Let me riddle you a riddle: “How far is it from the first of July to London Bridge?” Stumped for an answer? Then try this one: “If a bushel of apples cost ten shillings, how long will it take for an oyster to eat its way through a barrel of soap?”
These two perplexing queries were provided by John Camden Hotten, in his Slang Dictionary of 1865, as examples to illustrate the word carwhichet, or carriwitchet, as he preferred to spell it. His version was as good as anybody’s, since the term has never been used enough to settle to an agreed form and everybody who has used it has made their own guess about the spelling.
A carwhichet (let’s stick with that version) is a hoaxing question or conundrum, sometimes a mere pun or bit of verbal byplay. Here is one of its more ancient appearances:
A Quibbler is a Jugler of Words, that shows Tricks with them, to make them appear what they were not meant for, and serve two Senses at once. ... He dances on a Rope of Sand, does the Somerset, Strapado, and half-strapado with Words, plays at all manner of Games with Clinches, Carwickets and Quibbles, and talks under-Leg.
The Character of a Quibbler, from the Genuine Remains in Verse and Prose of Mr Samuel Butler, Volume 2. Though published in 1759, this was actually written about 1680. A clinch (or clench) and a quibble were other names for the games with words that Butler’s quibbler was so expert at. Quibble only later took on its modern sense of a petty or legalistic objection. Somerset is an old version of somersault. Under-leg remains mysterious.

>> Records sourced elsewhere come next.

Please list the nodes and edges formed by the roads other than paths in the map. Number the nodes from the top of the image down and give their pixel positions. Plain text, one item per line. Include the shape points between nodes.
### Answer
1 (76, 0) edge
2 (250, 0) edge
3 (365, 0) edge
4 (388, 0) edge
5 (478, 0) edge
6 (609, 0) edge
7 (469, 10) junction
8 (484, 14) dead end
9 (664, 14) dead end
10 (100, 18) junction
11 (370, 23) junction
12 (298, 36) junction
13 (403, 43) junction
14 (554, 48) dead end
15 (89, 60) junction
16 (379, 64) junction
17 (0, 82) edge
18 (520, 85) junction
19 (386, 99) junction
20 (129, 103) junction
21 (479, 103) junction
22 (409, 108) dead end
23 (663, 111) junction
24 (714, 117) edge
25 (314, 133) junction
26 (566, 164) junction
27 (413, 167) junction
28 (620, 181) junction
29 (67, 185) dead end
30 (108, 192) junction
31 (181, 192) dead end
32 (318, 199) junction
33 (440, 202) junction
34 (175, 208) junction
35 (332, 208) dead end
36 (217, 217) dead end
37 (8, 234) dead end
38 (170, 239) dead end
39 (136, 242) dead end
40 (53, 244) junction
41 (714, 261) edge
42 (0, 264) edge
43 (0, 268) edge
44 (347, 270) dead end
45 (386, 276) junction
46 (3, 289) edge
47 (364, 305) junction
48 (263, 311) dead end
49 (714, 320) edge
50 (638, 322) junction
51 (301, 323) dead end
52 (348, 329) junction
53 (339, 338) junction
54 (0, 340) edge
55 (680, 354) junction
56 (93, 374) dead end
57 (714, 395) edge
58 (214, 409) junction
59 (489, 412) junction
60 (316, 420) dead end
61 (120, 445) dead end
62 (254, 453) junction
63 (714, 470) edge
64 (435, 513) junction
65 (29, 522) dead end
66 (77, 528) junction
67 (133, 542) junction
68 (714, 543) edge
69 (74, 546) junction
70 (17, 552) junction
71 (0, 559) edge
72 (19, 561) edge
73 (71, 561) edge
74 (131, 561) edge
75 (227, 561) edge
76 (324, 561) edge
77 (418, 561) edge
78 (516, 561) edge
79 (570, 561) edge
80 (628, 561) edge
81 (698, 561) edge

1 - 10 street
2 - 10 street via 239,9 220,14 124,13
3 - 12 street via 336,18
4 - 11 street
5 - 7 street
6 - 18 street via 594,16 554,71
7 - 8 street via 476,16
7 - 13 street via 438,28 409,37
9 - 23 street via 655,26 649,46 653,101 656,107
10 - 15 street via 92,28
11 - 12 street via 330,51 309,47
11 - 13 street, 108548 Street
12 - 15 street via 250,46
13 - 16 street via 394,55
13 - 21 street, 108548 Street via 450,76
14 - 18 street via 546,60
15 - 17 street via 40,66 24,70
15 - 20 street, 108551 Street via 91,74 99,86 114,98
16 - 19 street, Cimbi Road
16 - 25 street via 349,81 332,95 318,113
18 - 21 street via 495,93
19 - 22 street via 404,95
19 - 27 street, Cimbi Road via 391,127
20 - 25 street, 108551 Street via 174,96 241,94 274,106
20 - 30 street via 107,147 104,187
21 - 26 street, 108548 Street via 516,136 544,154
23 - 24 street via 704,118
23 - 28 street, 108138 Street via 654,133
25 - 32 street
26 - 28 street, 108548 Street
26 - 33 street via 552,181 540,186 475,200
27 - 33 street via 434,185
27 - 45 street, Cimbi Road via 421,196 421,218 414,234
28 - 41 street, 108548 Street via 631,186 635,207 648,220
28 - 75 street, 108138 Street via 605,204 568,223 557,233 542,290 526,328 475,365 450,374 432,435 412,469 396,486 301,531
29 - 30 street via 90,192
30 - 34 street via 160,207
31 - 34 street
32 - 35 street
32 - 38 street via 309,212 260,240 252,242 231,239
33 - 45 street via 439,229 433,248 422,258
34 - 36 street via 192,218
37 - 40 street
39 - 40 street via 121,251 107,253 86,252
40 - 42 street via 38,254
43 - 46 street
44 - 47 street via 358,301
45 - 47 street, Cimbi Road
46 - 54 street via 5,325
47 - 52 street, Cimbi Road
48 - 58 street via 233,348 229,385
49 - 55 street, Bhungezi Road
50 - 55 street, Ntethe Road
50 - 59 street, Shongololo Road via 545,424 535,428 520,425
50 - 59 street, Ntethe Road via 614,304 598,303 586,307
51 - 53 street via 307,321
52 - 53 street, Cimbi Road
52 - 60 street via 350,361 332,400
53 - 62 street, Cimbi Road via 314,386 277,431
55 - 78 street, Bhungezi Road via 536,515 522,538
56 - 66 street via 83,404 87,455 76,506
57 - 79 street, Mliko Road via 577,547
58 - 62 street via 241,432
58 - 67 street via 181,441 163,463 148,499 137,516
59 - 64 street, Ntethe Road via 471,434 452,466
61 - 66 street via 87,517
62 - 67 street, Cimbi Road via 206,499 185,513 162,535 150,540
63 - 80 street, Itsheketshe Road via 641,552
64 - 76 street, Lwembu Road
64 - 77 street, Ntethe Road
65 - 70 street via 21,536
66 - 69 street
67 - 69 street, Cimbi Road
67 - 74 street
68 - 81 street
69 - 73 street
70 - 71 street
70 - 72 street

Nobody knows where the word comes from, however you spell it. A link with French colifichet has been cautiously suggested. In that language, it refers to a small object of little value, a bauble, knick-knack or trinket. This had developed from the old coeffichet for a hair accessory (from coeff, a coif) through confusion in part with colle, glue, source of French and English collage.